Il faisait moins 10 degrés et juste à l’aube de l’hiver et de la neige qui arrivait. Nous avons donc simplement adopté la neige et en avons fait une partie du monde. Cela ajoute à cette sensation froide, désolée et isolée que j’aime beaucoup.
Quelle a été la partie la plus difficile dans la réalisation du film ?
C’était un film très physique. Il y a beaucoup d’action en voiture, il y a quelques cascades. Et tout cela se déroule sur une soirée, donc le travail de nuit, la neige, le froid et la quantité de plans et de matériel que nous devions obtenir en peu de temps étaient très exigeants pour l’équipe.

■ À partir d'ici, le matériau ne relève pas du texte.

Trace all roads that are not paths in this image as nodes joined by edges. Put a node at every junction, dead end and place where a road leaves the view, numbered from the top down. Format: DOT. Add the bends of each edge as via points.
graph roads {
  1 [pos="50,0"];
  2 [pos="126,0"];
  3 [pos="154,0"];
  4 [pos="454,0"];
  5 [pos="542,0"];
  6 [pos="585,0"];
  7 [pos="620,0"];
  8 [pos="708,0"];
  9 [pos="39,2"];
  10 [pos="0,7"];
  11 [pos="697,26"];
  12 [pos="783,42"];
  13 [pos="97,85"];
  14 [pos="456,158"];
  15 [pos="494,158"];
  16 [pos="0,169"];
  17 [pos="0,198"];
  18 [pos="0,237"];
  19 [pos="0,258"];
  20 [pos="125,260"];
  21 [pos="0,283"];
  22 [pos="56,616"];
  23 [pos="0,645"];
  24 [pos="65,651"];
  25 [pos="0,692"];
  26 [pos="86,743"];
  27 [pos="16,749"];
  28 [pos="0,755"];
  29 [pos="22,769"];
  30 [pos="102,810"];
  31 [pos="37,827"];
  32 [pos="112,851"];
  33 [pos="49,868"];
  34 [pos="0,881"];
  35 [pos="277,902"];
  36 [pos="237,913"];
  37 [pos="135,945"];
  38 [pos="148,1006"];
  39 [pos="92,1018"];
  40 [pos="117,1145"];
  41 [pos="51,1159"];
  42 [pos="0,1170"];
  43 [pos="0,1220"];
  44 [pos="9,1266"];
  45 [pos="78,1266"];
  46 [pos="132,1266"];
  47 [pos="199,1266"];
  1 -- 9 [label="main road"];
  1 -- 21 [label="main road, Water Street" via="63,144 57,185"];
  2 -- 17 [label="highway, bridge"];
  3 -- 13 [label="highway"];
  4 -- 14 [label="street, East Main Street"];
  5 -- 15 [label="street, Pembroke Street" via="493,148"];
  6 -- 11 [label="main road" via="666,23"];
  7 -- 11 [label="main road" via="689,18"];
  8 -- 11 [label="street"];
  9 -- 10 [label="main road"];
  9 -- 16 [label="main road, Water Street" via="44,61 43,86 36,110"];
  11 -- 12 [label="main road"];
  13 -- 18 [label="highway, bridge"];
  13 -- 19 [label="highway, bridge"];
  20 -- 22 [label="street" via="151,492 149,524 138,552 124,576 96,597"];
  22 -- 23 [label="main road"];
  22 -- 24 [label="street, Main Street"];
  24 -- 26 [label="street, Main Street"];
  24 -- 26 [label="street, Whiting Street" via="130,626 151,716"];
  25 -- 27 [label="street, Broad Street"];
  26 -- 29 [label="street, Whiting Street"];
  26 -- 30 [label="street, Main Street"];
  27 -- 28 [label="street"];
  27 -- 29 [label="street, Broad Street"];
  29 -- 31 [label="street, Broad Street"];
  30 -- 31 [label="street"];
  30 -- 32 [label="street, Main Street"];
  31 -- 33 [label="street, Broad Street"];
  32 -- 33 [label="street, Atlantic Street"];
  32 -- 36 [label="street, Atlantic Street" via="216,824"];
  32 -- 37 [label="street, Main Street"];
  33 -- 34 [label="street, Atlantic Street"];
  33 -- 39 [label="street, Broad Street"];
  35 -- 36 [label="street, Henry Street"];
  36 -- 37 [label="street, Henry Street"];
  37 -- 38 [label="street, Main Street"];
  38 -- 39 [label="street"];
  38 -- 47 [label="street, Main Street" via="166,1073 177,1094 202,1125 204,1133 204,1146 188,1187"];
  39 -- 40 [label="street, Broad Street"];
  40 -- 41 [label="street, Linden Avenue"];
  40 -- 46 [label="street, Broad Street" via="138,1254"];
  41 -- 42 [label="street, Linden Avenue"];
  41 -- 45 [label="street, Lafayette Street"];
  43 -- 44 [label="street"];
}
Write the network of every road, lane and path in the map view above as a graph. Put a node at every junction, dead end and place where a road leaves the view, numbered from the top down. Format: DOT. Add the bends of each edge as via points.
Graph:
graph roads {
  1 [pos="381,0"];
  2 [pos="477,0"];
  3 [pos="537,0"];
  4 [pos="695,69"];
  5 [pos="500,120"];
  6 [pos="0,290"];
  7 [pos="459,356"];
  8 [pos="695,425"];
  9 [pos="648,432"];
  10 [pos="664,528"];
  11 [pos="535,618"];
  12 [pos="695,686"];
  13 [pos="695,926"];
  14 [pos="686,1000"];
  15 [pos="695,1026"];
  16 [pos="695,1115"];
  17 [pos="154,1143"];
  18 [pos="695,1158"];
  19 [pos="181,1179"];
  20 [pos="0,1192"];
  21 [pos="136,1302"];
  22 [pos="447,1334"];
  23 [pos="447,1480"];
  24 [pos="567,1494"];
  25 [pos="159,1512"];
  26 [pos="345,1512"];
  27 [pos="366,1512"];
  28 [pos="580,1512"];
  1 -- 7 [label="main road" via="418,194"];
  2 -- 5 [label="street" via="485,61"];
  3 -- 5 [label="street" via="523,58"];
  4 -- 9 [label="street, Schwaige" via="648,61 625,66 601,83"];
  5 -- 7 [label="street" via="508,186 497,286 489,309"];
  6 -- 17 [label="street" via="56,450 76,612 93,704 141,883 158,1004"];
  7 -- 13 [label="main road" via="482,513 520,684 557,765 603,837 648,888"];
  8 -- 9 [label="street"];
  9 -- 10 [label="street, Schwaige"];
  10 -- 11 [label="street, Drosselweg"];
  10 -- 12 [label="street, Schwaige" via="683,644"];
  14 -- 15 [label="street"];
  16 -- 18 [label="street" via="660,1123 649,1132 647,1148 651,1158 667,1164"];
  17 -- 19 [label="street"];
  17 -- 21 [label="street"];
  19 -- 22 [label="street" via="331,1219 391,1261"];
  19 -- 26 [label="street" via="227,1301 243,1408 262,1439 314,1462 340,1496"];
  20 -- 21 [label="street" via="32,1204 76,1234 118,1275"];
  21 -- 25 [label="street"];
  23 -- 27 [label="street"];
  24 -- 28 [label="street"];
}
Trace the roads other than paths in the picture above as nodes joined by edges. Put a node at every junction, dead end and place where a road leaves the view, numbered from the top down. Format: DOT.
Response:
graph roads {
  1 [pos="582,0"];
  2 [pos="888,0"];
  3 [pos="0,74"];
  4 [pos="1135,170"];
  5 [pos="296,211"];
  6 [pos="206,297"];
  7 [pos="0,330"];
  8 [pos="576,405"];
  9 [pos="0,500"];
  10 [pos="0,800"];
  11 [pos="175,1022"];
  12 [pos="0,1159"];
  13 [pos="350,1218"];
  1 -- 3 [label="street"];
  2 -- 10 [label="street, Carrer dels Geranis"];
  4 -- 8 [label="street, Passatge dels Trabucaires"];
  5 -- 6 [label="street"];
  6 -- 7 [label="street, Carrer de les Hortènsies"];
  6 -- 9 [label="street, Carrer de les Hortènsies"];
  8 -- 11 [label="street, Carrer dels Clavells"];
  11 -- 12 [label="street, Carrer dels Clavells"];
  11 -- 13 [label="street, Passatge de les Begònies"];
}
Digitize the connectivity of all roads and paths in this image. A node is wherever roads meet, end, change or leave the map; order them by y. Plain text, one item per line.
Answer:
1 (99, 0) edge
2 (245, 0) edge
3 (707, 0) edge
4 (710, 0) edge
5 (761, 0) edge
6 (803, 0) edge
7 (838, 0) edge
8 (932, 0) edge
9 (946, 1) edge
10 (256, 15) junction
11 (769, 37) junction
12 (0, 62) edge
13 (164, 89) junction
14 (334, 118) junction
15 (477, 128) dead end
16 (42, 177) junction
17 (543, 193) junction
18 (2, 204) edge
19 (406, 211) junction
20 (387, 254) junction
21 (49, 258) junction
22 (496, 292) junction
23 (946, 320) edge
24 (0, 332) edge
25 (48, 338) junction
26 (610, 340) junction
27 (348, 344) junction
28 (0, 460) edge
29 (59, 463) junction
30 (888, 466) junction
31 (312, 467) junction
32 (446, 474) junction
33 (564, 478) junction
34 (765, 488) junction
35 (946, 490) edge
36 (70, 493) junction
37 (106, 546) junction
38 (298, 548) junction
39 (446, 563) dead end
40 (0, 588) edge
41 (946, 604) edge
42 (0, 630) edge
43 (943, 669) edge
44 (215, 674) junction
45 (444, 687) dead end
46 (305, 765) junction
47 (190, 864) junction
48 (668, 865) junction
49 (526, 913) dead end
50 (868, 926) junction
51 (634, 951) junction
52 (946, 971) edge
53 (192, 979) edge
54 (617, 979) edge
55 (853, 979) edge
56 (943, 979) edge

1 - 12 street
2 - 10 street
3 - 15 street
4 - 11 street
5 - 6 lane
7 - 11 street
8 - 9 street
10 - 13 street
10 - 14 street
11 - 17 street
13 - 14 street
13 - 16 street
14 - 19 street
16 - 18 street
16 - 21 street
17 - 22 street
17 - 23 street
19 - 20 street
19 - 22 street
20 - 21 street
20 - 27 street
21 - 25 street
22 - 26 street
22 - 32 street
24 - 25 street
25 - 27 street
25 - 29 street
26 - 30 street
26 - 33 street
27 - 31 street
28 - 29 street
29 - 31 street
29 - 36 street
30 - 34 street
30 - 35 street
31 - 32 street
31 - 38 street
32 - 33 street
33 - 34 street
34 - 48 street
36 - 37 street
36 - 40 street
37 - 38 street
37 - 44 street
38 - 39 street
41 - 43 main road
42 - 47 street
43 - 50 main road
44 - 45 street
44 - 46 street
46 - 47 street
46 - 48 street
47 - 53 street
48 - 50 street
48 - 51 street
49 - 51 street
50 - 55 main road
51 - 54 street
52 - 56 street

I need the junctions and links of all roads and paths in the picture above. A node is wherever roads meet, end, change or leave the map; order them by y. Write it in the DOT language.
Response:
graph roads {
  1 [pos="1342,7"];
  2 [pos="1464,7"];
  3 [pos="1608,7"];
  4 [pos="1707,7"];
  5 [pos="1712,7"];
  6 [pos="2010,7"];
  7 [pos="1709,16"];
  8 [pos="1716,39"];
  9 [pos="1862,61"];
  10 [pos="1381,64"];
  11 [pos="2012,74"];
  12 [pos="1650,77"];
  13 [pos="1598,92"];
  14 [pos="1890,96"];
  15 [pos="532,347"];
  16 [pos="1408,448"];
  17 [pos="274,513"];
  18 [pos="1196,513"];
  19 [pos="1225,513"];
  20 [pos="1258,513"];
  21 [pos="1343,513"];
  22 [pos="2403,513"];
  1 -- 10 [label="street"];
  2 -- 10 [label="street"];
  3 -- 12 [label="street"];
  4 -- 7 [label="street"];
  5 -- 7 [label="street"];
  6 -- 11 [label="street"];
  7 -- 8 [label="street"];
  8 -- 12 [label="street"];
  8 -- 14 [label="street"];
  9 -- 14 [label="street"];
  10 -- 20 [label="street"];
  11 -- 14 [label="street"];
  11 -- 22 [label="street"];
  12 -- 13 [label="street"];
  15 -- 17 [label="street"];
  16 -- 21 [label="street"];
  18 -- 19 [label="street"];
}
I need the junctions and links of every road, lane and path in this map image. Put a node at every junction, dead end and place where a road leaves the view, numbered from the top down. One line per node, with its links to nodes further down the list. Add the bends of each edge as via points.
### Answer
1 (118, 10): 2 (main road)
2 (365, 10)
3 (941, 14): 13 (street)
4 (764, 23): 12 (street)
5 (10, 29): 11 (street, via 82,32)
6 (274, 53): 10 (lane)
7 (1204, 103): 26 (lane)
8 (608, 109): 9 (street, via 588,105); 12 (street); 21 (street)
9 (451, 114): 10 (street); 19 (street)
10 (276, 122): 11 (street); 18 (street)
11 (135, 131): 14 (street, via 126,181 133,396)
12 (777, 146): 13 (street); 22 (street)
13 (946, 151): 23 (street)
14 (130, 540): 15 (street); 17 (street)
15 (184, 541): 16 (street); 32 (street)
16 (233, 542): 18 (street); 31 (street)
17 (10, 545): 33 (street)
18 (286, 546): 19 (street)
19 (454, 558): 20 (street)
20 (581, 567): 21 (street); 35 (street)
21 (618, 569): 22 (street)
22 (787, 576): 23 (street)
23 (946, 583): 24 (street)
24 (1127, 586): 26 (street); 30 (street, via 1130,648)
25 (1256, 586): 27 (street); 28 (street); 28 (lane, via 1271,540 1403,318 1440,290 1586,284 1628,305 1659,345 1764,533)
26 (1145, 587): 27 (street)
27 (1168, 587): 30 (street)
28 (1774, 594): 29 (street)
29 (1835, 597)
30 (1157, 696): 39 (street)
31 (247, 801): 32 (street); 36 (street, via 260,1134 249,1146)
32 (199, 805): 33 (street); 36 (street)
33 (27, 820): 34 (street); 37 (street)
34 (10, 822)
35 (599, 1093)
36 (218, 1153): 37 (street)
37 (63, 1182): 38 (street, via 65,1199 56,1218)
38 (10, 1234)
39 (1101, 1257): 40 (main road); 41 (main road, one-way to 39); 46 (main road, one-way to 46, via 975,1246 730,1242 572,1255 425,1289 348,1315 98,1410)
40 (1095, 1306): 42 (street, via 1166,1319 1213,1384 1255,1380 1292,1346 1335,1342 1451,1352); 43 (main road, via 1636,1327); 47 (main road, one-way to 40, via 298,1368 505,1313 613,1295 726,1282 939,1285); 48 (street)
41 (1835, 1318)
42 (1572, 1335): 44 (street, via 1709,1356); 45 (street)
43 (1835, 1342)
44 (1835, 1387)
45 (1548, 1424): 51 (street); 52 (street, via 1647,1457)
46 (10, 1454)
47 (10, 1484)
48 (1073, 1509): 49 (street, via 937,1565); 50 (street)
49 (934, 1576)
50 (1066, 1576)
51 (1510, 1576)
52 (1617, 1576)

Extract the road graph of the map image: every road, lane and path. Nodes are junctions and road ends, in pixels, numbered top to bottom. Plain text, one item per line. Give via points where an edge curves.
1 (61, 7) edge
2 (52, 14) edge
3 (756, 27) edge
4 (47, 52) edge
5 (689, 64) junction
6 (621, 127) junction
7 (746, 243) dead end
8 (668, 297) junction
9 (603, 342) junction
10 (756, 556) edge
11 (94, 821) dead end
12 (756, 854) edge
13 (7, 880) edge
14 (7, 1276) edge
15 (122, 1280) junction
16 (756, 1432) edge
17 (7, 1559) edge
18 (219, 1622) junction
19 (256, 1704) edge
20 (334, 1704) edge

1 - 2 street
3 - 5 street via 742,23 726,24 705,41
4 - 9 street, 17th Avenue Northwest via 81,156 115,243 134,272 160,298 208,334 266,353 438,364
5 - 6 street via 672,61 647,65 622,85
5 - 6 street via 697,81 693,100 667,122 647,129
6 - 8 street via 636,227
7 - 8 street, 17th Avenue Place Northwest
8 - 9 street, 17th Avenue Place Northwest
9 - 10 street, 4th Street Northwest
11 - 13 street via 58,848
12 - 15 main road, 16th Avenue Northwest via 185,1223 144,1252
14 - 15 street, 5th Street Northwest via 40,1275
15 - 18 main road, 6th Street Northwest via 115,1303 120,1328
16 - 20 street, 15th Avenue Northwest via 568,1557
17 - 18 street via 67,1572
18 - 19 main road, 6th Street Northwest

C’était donc difficile à bien des égards.
Avant de te laisser partir, comme c’est cool d’assister à la première mondiale Toute la nuit, c’est faux à la une du SXSW Londres ?
Ce qui est cool, c’est que le film est une coproduction entre le Royaume-Uni et le Canada. Nous l’avons tourné au Canada, une grande partie de l’équipe clé est canadienne, mais nous avons réalisé toute la post-production à Londres. Donc, au printemps dernier, j’étais à Londres, faisant tout le montage, tout le son, toute la couleur, faisant des allers-retours de Vancouver, où j’habite, à Londres pendant six mois.
C’est donc tellement cool de revenir projeter le film à Londres. Une grande partie de nos acteurs et de notre équipe seront là. Et j’adore la marque de films qu’ils choisissent pour SXSW. Ils sont un peu plus audacieux, un peu plus amusants, un peu plus décalés, et pour moi, cela correspond aux films que je veux faire et que je fais. C’est une rampe de lancement tellement amusante pour le film.